If the global economy does fall into crisis in 2019-2020, the Kremlin will not be left with any room for manoeuvre. The Russian government has had to respond to two economic challenges in recent years, and its response differed on both occasions. In 2009, the authorities implemented a huge package of economic stimuli; consequently, three years later, the ruble exchange rate fell by just 15.4%, while real disposable incomes of citizens rose by 9.6% (both indicators are from 2008 to 2011) despite the fact that the economy as a whole had not recovered to pre-2008 levels by the end of 2011. In 2014, the authorities took a different approach: the ruble and real incomes were allowed to fall — by 55% and 9.5% respectively (comparing the weighted average ruble to dollar exchange rate and household income from 2013 to 2016.)

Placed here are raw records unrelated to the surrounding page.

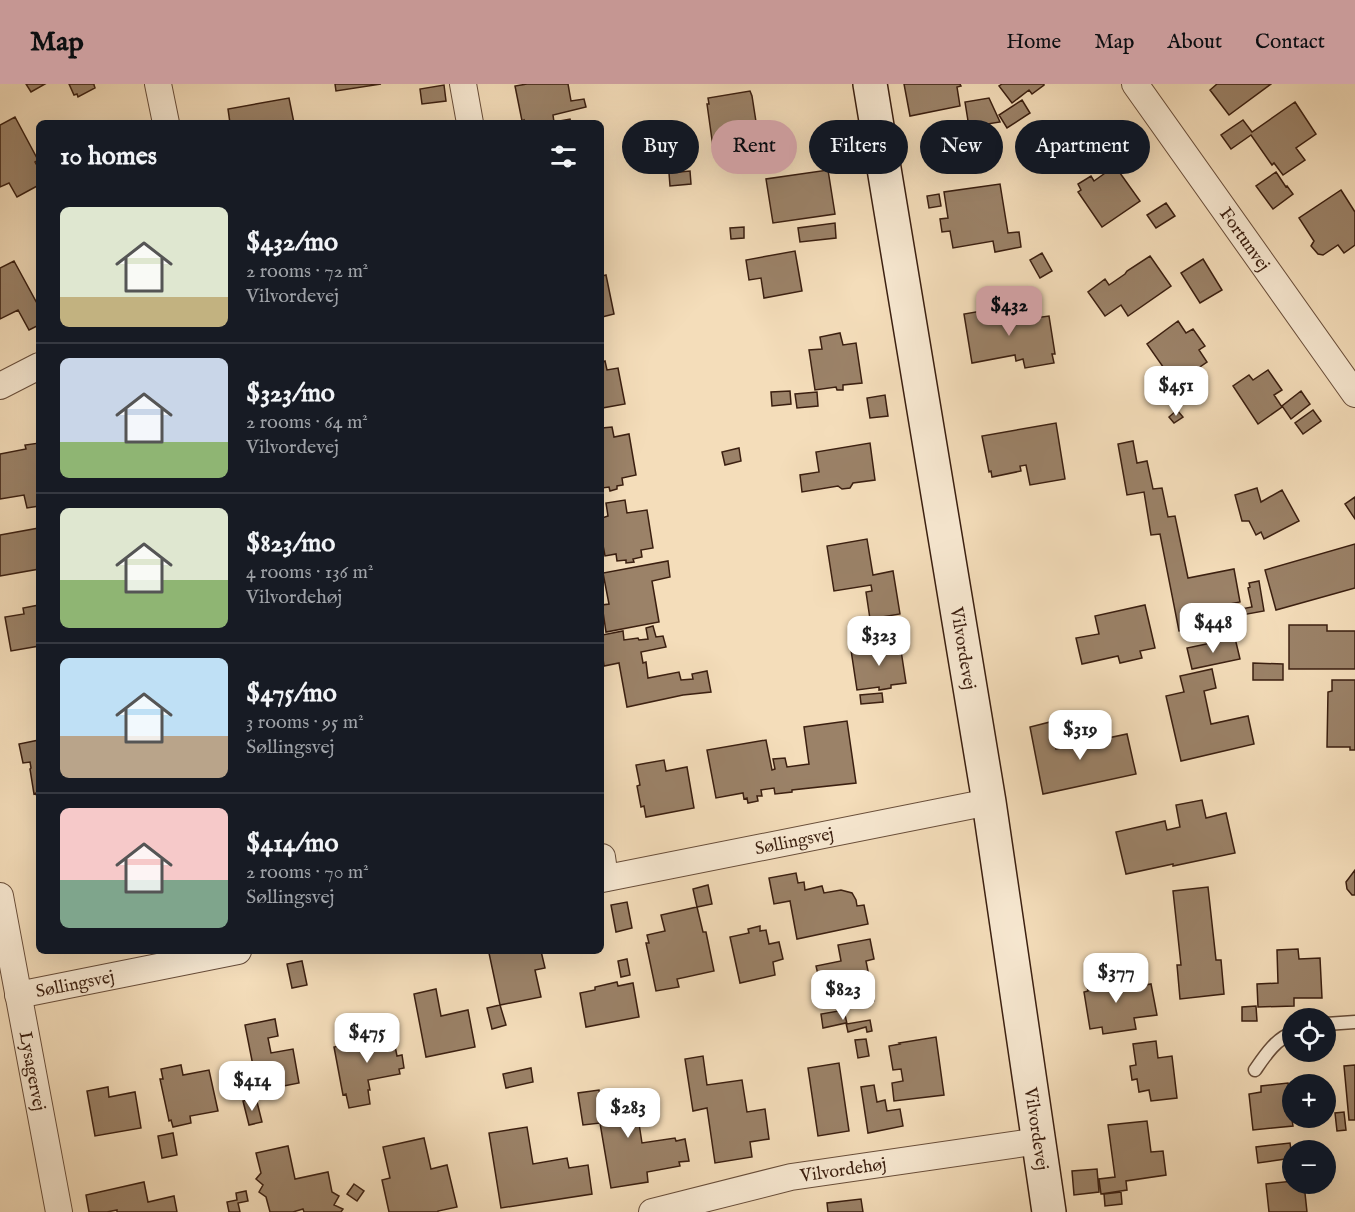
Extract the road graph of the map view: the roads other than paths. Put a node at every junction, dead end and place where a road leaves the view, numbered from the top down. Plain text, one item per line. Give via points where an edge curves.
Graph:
1 (158, 84) edge
2 (463, 84) edge
3 (870, 84) edge
4 (1135, 84) edge
5 (165, 120) edge
6 (469, 120) edge
7 (36, 368) edge
8 (0, 386) edge
9 (1355, 394) edge
10 (989, 802) junction
11 (604, 871) edge
12 (0, 896) edge
13 (223, 954) edge
14 (18, 995) junction
15 (1355, 1022) edge
16 (1336, 1023) edge
17 (1282, 1039) edge
18 (1255, 1070) dead end
19 (1039, 1141) junction
20 (59, 1212) edge
21 (652, 1212) edge
22 (1049, 1212) edge

1 - 5 street
2 - 6 street
3 - 10 street, Vilvordevej
4 - 9 street, Fortunvej
7 - 8 street
10 - 11 street, Søllingsvej
10 - 19 street, Vilvordevej
12 - 14 street, Lysagervej
13 - 14 street, Søllingsvej
14 - 20 street, Lysagervej
15 - 16 lane
17 - 18 lane
19 - 21 street, Vilvordehøj via 791,1177
19 - 22 street, Vilvordevej

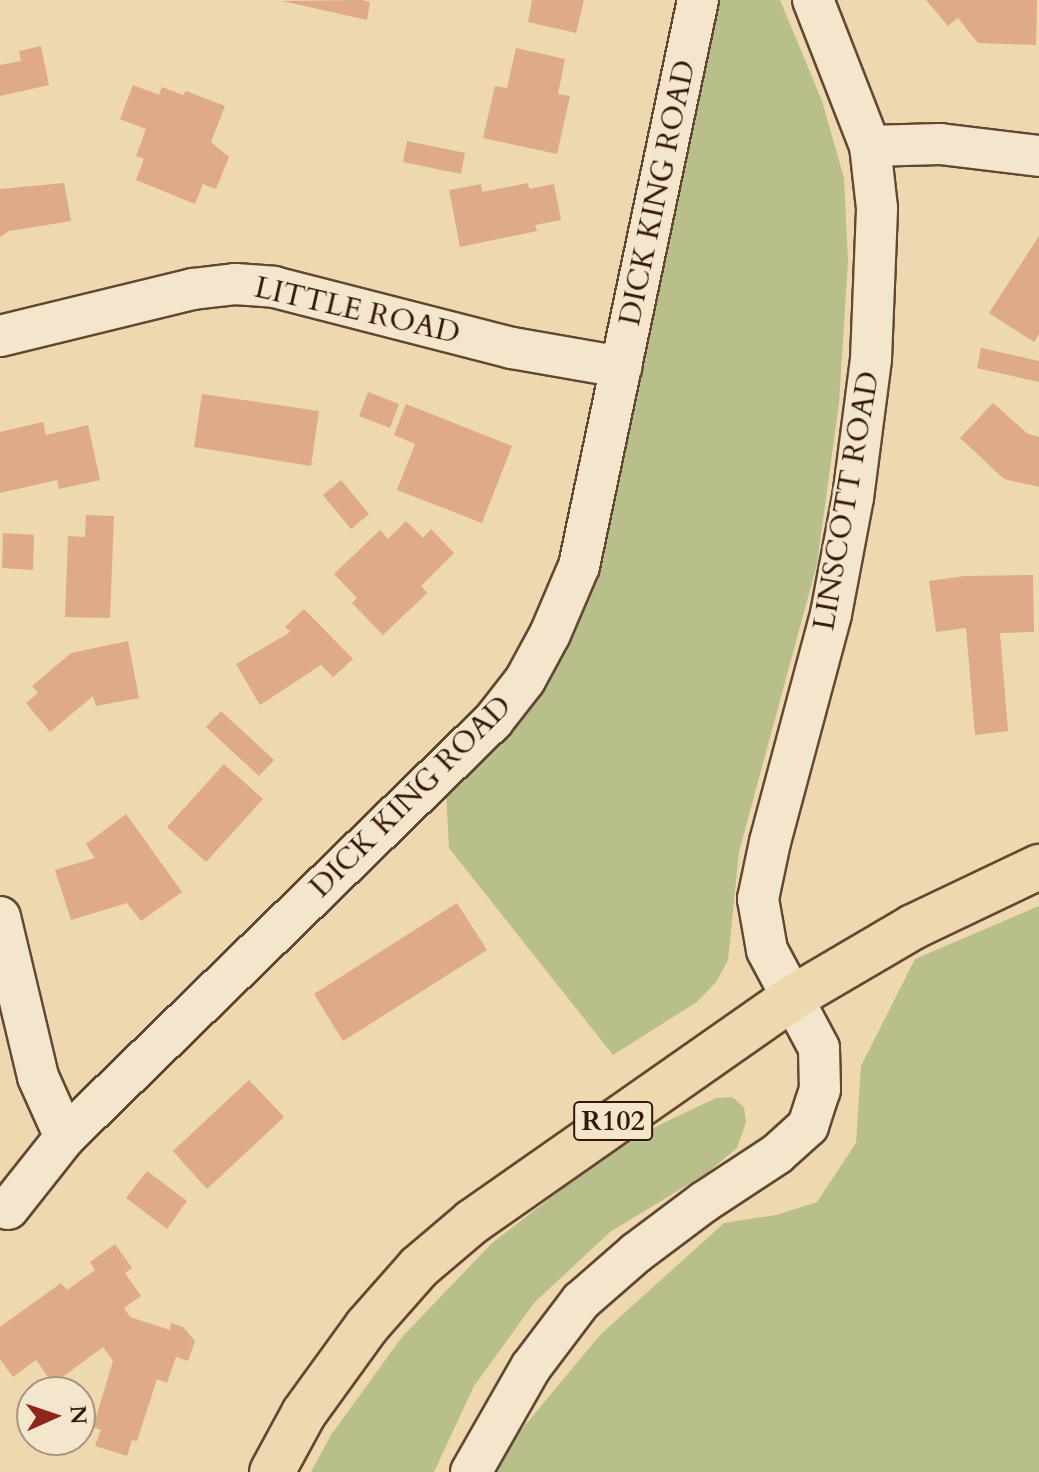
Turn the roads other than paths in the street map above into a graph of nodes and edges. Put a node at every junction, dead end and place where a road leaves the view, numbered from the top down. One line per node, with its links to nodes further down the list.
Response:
1 (698, 0): 6 (street, DICK KING ROAD)
2 (813, 0): 3 (street, LINSCOTT ROAD)
3 (870, 146): 4 (street); 9 (street, LINSCOTT ROAD)
4 (1039, 156)
5 (0, 336): 6 (street, LITTLE ROAD)
6 (621, 367): 10 (street, DICK KING ROAD)
7 (1039, 867): 9 (main road, R102)
8 (0, 917): 10 (street)
9 (792, 998): 12 (main road, R102); 13 (street, LINSCOTT ROAD)
10 (65, 1137): 11 (street, DICK KING ROAD)
11 (8, 1209)
12 (272, 1472)
13 (471, 1472)

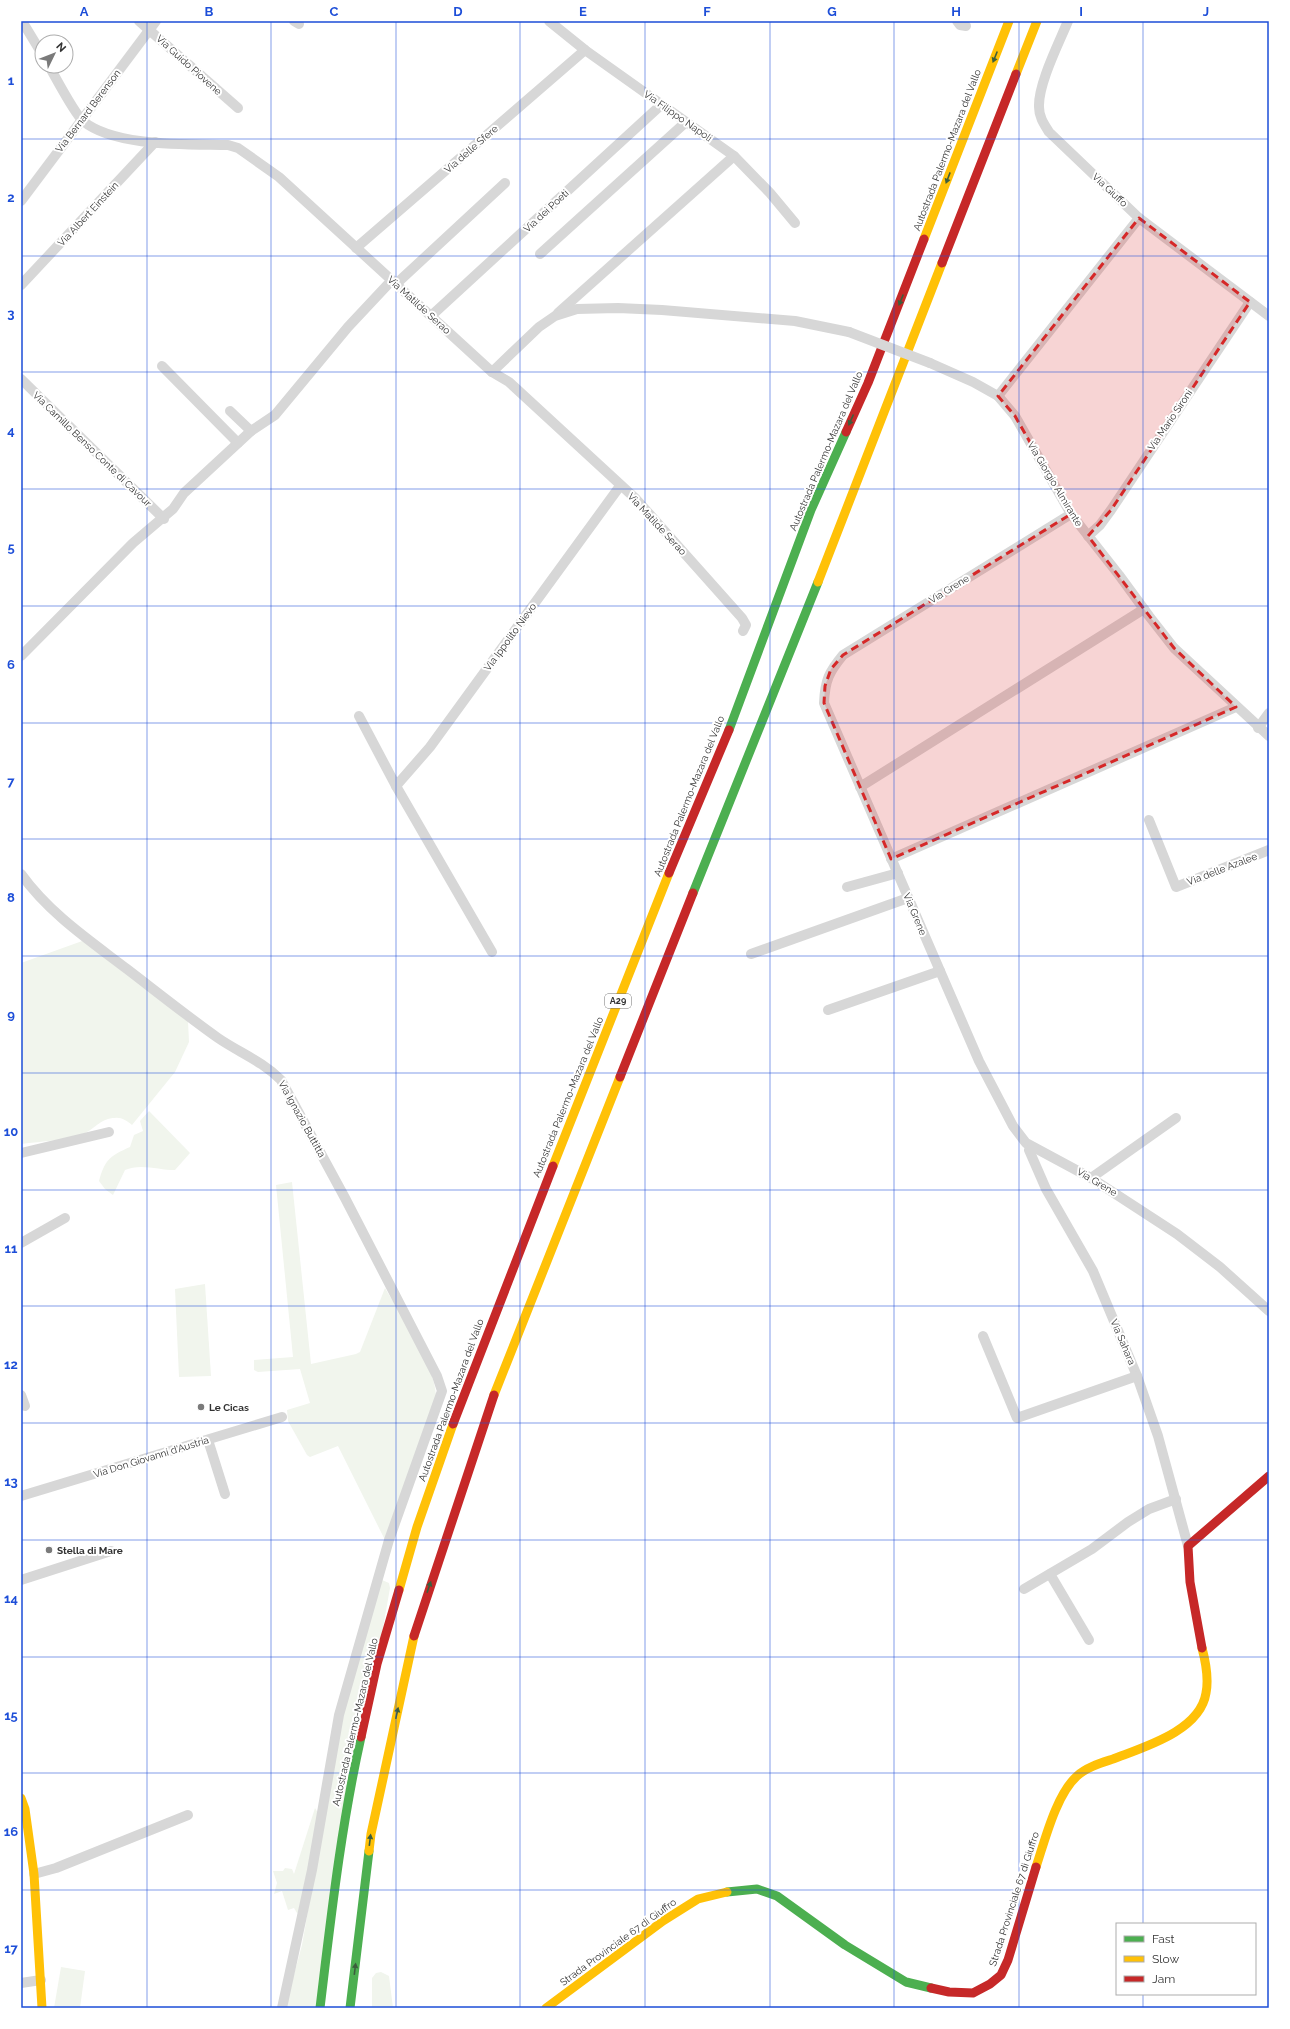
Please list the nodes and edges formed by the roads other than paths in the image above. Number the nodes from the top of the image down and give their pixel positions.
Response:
1 (22, 21) edge
2 (139, 21) edge
3 (156, 21) edge
4 (549, 21) edge
5 (1009, 21) edge
6 (1037, 21) edge
7 (1068, 21) edge
8 (149, 30) junction
9 (34, 41) edge
10 (585, 50) junction
11 (54, 74) edge
12 (662, 105) junction
13 (238, 108) dead end
14 (81, 120) junction
15 (686, 122) junction
16 (155, 142) junction
17 (734, 156) junction
18 (505, 183) dead end
19 (21, 201) edge
20 (1139, 218) junction
21 (795, 223) dead end
22 (356, 248) junction
23 (540, 254) dead end
24 (394, 282) junction
25 (21, 285) edge
26 (1250, 302) junction
27 (431, 316) junction
28 (555, 316) junction
29 (1269, 316) edge
30 (162, 366) dead end
31 (492, 372) junction
32 (21, 379) edge
33 (998, 396) junction
34 (230, 412) dead end
35 (251, 431) junction
36 (238, 443) junction
37 (620, 486) junction
38 (1071, 514) junction
39 (164, 519) junction
40 (1088, 536) junction
41 (1144, 609) junction
42 (743, 631) dead end
43 (21, 656) edge
44 (1236, 707) junction
45 (1269, 713) edge
46 (359, 716) dead end
47 (1258, 728) junction
48 (1269, 736) edge
49 (396, 786) junction
50 (860, 787) junction
51 (1149, 820) dead end
52 (1269, 850) edge
53 (891, 858) junction
54 (898, 873) junction
55 (21, 874) edge
56 (847, 888) dead end
57 (908, 898) junction
58 (492, 952) dead end
59 (751, 954) dead end
60 (940, 971) junction
61 (828, 1010) dead end
62 (1176, 1118) dead end
63 (109, 1132) dead end
64 (1029, 1150) dead end
65 (21, 1153) edge
66 (1091, 1178) junction
67 (65, 1218) dead end
68 (21, 1243) edge
69 (1269, 1311) edge
70 (983, 1336) dead end
71 (1137, 1376) junction
72 (21, 1395) edge
73 (24, 1406) dead end
74 (282, 1417) dead end
75 (208, 1440) junction
76 (1269, 1476) edge
77 (225, 1494) dead end
78 (21, 1496) edge
79 (1176, 1499) junction
80 (1188, 1546) junction
81 (111, 1551) dead end
82 (1050, 1574) junction
83 (21, 1580) edge
84 (1024, 1589) dead end
85 (1089, 1640) dead end
86 (21, 1798) edge
87 (188, 1815) dead end
88 (34, 1874) junction
89 (41, 1980) junction
90 (21, 1984) edge
91 (42, 2008) edge
92 (282, 2008) edge
93 (320, 2008) edge
94 (350, 2008) edge
95 (546, 2008) edge

1 - 9 street
2 - 8 street, Via Guido Piovene
3 - 8 street, Via Bernard Berenson
4 - 10 street, Via Filippo Napoli
5 -> 93 main road, Autostrada Palermo-Mazara del Vallo / A29
94 -> 6 main road
7 - 20 street, Via Giuffo
8 - 13 street, Via Guido Piovene
8 - 14 street, Via Bernard Berenson
10 - 12 street, Via Filippo Napoli
10 - 22 street, Via delle Sfere
11 - 14 street, Via Matilde Serao
12 - 15 street, Via Filippo Napoli
12 - 27 street, Via dei Poeti
14 - 16 street, Via Matilde Serao
14 - 19 street, Via Bernard Berenson
15 - 17 street, Via Filippo Napoli
15 - 23 street
16 - 22 street, Via Matilde Serao
16 - 25 street, Via Albert Einstein
17 - 21 street, Via Filippo Napoli
17 - 28 street
18 - 24 street
20 - 26 street, Via Giuffo
20 - 33 street
22 - 24 street, Via Matilde Serao
24 - 27 street, Via Matilde Serao
24 - 35 street
26 - 29 street, Via Giuffo
26 - 40 street, Via Mario Sironi
27 - 31 street, Via Matilde Serao
28 - 31 street
28 - 33 street, bridge
30 - 36 street
31 - 37 street, Via Matilde Serao
32 - 39 street, Via Camillo Benso Conte di Cavour
33 - 38 street, Via Giorgio Almirante
34 - 35 street
35 - 36 street
36 - 39 street
37 - 42 street, Via Matilde Serao
37 - 49 street, Via Ippolito Nievo
38 - 40 street, Via Giorgio Almirante
38 - 50 street, Via Grene
39 - 43 street
40 - 41 street, Via Giorgio Almirante
41 - 44 street, Via Giorgio Almirante
41 - 50 street
44 - 47 street, Via Giorgio Almirante
44 - 53 street
45 - 47 street
46 - 49 street
47 - 48 street, Via Giorgio Almirante
49 - 58 street
50 - 53 street, Via Grene
51 - 52 street, Via delle Azalee
53 - 54 street, Via Grene
54 - 56 street
54 - 57 street, Via Grene
55 - 92 street, Via Ignazio Buttitta
57 - 59 street
57 - 60 street, Via Grene
60 - 61 street
60 - 66 street, Via Grene
62 - 66 street
63 - 65 street
64 - 71 street, Via Sahara
66 - 69 street, Via Grene
67 - 68 street
70 - 71 street
71 - 79 street, Via Sahara
72 - 73 street
74 - 75 street, Via Don Giovanni d'Austria
75 - 77 street
75 - 78 street, Via Don Giovanni d'Austria
76 - 80 main road
79 - 80 street, Via Sahara
79 - 82 street
80 - 95 main road, Strada Provinciale 67 di Giuffro
81 - 83 street
82 - 84 street
82 - 85 street
86 - 88 main road
87 - 88 street
88 - 89 main road
89 - 90 street
89 - 91 main road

There are obvious reasons for the difference between these two approaches; namely, the country’s improved quality of macroeconomic regulation and the Bank of Russia’s move to a floating exchange rate. But to my mind, the key difference was that the authorities came to understand that when explaining the reasons for such serious problems to ordinary citizens, it was easier to point to external political factors (e.g. western hostility after the annexation of Crimea) than to trends in external economic ones. Their strategy worked like a charm.
Nevertheless, if another economic crisis is not accompanied by heightened international political tensions, the Russian population may be less inclined to tighten their belts. Moreover, the public mood on the verge of 2019 does not at all resemble that of 2014; the government has lost much of the support it won after the annexation of Crimea. All of the above suggests that the Kremlin would respond to another economic crisis much as it did in 2008-2009, although today it is far from clear that the country has the funds available to do so. The authorities’ willingness to share their money with businesses and ordinary citizens is even more doubtful.
In conclusion, I would stress the need to recognise that while the political risks for Russia are on the decline, economic risks are rising. The policy of sanctions has probably justified itself in some way, but the west is very unlikely to continue drastically tightening them. Washington and Brussels understand that further restrictive measures will not change Moscow’s trajectory, and that it will take several years for the consequences of today’s sanctions become clear. Rather than the “intrigues of the west,” an objective assessment of the global economic cycle must now take centre stage — without any conspiracies or murmurs about “shadowy puppet-masters.” Whether the Kremlin can meet that challenge will be a key question the regime’s survival through the 2020s.